Whilst agreement had been reached for how to treat the Essex parishes during 1894 prior to the Local Government Act coming into force, the situation regarding the town of Royston took longer to resolve. Royston straddled Hertfordshire and Cambridgeshire. There was a parish of Royston and a larger special drainage district which included Royston parish and parts of four neighbouring parishes. Both the parish and the special drainage district were partly in Hertfordshire and partly in Cambridgeshire. A joint committee of Hertfordshire and Cambridgeshire County Councils held inquiries during 1894 trying to reach agreement as to how best to deal with Royston. No solution that would keep the town together could be found that was acceptable to the two county councils. Therefore, when the Local Government Act came into force at the end of the year, Royston parish was split along the county boundary through the middle of the town into a Royston (Hertfordshire) parish and a Royston (Cambridgeshire) parish, with the Cambridgeshire parish being included within the Melbourn Rural District and the Hertfordshire part in the Ashwell Rural District. The special drainage district was likewise split into a North Royston Special Drainage District and a South Royston Special Drainage District, with the former being administered by the new Melbourn Rural District Council.

The question of how the town of Royston should be governed took another couple of years to resolve after the Local Government Act had come into force. Competing proposals were put forward from the two county councils, with both Cambridgeshire and Hertfordshire wanting the whole town. Eventually, the Local Government Board directed that town should all be placed in Hertfordshire, and on 30 September 1896 the parish of Royston (Cambridgeshire) and the parts of the Cambridgeshire parishes of Bassingbourn, Kneesworth, and Melbourn that were within the North Royston Special Drainage District were removed from the Melbourn Rural District and transferred to the Ashwell Rural District in Hertfordshire. The following year they would become part of the new Royston Urban District.

==Parishes==
Melbourn Rural District contained the following civil parishes. After the northern part of Royston had been removed from the district in 1896, Melbourn Rural District consisted of a number of rural parishes in the area broadly north and east of Royston.

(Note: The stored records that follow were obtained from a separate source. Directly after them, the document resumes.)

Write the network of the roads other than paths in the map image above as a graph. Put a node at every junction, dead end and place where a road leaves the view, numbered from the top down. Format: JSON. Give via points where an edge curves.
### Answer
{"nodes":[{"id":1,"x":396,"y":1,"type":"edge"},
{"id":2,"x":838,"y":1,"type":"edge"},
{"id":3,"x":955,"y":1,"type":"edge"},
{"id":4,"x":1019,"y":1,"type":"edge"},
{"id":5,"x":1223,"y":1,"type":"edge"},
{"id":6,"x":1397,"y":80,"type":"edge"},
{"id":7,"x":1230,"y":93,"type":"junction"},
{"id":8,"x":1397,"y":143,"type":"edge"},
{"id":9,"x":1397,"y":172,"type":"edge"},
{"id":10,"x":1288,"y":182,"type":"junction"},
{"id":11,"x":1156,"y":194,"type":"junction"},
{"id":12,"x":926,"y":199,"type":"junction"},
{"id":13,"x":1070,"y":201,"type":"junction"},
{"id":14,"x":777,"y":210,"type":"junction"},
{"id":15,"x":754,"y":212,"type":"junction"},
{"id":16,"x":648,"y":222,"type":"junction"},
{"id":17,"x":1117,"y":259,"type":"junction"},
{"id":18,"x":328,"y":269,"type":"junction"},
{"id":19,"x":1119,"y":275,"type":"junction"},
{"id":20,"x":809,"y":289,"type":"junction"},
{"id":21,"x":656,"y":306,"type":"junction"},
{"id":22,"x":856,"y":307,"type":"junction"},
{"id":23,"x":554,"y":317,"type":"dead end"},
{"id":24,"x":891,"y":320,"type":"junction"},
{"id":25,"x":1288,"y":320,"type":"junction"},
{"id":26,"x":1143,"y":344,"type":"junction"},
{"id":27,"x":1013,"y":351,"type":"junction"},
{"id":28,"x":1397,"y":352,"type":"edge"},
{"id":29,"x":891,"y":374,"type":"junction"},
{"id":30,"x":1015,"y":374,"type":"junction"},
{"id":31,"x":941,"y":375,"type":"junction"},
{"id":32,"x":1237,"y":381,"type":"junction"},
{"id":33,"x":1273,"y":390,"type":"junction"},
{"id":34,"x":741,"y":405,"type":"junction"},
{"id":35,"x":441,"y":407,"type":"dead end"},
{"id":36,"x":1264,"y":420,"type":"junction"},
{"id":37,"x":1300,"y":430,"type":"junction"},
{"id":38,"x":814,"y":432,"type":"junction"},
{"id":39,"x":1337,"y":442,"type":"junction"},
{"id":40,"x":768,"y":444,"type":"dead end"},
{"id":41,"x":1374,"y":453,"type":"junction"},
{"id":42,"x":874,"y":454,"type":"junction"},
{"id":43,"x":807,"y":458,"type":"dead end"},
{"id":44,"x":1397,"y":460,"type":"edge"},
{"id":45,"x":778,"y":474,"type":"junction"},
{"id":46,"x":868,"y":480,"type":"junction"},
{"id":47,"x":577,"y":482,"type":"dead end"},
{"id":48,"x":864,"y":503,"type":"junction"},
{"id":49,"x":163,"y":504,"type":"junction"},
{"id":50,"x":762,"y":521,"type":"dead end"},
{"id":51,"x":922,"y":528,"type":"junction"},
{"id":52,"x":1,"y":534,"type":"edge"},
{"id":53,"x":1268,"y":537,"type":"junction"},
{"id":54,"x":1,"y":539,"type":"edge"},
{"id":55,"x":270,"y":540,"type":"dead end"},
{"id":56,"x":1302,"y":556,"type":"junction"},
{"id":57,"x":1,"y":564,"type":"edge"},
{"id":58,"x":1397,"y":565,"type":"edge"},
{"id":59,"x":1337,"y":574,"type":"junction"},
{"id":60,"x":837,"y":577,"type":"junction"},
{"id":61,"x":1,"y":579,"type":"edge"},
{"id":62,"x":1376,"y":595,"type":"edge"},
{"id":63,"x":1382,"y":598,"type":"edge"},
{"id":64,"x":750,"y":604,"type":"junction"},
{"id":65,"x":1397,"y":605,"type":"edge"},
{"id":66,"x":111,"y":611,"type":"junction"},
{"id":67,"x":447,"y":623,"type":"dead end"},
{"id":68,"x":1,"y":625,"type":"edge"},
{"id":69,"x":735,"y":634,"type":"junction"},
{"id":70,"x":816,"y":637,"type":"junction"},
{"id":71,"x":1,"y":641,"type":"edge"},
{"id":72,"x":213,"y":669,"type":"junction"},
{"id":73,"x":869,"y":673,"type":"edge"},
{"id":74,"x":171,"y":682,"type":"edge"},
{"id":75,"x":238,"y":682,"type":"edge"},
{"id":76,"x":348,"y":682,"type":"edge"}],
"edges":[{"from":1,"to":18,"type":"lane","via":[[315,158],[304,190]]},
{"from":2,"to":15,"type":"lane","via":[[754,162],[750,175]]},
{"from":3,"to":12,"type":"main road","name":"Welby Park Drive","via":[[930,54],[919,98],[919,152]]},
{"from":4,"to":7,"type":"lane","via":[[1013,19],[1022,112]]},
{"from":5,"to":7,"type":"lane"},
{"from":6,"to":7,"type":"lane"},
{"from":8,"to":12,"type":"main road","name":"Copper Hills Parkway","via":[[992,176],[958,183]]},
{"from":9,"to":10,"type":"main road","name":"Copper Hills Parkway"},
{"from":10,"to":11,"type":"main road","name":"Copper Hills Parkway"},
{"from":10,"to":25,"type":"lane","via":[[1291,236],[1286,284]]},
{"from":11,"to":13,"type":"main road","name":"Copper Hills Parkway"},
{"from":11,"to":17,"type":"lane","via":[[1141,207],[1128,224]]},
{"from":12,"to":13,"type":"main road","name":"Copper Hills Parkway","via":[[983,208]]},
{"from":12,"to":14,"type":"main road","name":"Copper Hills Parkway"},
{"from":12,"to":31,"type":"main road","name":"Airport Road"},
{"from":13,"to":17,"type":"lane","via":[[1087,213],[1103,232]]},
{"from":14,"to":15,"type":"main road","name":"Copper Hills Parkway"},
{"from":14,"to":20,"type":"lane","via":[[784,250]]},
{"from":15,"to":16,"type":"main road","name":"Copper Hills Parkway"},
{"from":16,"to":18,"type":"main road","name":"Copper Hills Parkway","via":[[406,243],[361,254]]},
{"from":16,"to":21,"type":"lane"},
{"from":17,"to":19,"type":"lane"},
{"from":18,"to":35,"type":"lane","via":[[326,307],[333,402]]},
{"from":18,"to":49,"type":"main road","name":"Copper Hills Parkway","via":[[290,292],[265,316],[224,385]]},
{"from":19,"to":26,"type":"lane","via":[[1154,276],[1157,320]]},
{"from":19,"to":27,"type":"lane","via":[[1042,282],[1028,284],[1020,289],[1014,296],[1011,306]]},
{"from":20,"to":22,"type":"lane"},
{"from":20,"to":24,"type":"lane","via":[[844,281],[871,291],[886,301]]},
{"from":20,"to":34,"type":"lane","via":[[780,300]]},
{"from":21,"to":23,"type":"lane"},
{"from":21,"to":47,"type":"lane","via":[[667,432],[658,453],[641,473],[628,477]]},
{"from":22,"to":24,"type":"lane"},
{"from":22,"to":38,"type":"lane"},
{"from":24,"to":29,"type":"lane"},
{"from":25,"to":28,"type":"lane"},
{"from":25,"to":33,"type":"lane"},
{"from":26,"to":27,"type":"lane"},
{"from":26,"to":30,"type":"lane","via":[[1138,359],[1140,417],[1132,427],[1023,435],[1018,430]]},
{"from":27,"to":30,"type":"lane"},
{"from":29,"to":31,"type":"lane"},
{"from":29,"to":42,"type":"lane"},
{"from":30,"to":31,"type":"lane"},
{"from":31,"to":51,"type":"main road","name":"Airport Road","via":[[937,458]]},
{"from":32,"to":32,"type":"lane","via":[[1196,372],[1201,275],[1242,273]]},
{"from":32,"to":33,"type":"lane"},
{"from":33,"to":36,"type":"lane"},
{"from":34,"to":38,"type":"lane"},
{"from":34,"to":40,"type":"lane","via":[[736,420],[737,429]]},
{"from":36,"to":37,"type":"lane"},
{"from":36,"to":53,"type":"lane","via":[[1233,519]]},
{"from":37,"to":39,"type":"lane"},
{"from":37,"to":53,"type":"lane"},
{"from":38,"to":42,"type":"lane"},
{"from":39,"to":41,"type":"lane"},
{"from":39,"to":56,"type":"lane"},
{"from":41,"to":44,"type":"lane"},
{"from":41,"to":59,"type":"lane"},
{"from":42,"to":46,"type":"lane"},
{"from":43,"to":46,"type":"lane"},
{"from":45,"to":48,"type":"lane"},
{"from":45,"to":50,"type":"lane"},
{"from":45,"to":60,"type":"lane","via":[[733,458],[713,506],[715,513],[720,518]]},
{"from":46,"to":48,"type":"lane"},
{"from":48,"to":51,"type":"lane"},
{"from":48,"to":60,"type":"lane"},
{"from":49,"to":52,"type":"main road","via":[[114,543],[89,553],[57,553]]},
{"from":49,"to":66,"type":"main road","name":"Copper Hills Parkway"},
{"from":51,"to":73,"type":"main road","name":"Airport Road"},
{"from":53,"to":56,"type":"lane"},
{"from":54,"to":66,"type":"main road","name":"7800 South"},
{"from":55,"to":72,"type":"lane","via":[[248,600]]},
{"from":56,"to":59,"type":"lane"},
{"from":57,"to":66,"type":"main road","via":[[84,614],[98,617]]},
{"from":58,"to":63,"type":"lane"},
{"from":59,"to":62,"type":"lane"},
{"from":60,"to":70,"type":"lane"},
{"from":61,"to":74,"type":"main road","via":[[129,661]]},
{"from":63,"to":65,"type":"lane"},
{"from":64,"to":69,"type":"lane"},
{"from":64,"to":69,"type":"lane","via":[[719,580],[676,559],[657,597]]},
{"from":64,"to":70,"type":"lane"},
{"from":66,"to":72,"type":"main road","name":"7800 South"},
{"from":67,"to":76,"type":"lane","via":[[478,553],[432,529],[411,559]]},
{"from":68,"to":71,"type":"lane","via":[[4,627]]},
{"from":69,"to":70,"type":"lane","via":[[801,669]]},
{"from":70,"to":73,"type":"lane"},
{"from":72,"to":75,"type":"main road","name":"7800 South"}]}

| Parish | From | To | Notes |
|---|---|---|---|
| Abington Pigotts | 1894 | 1934 |  |
| Barrington | 1894 | 1934 |  |
| Bassingbourn | 1894 | 1934 | Part of parish within North Royston Special Drainage district transferred to Hertfordshire on 30 September 1896 as parish of South Bassingbourn. |
| Fowlmere | 1894 | 1934 |  |
| Foxton | 1894 | 1934 |  |
| Great Chishill | 1894 | 1934 | In Essex until 30 September 1895. |
| Guilden Morden | 1894 | 1934 |  |
| Heydon | 1894 | 1934 | In Essex until 30 September 1895. |
| Kneesworth | 1894 | 1934 | Part of parish within North Royston Special Drainage district transferred to Hertfordshire on 30 September 1896 as parish of South Kneesworth. |
| Litlington | 1894 | 1934 |  |
| Little Chishill | 1894 | 1934 | In Essex until 30 September 1895. |
| Melbourn | 1894 | 1934 | Part of parish within North Royston Special Drainage district transferred to Hertfordshire on 30 September 1896 as parish of South Melbourn. |
| Meldreth | 1894 | 1934 |  |
| Royston | 1894 | 1896 | Parish of Royston (Cambridgeshire) created from the Cambridgeshire part of the pre-1894 parish. Transferred to Hertfordshire on 30 September 1896 as parish of North Royston. |
| Shepreth | 1894 | 1934 |  |
| Shingay | 1894 | 1934 |  |
| Steeple Morden | 1894 | 1934 |  |
| Thriplow | 1894 | 1934 |  |
| Wendy | 1894 | 1934 |  |
| Whaddon | 1894 | 1934 |  |

==Premises==
Although named after Melbourn, the district's largest village, the council remained based in the town of Royston, reflecting the district's origins in the Royston Poor Law Union. The council generally met at the board room of the Royston Union Workhouse on Baldock Road in Royston.

==Abolition==
Melbourn Rural District was abolished under a County Review Order, merging with other districts to form the South Cambridgeshire Rural District on 1 April 1934.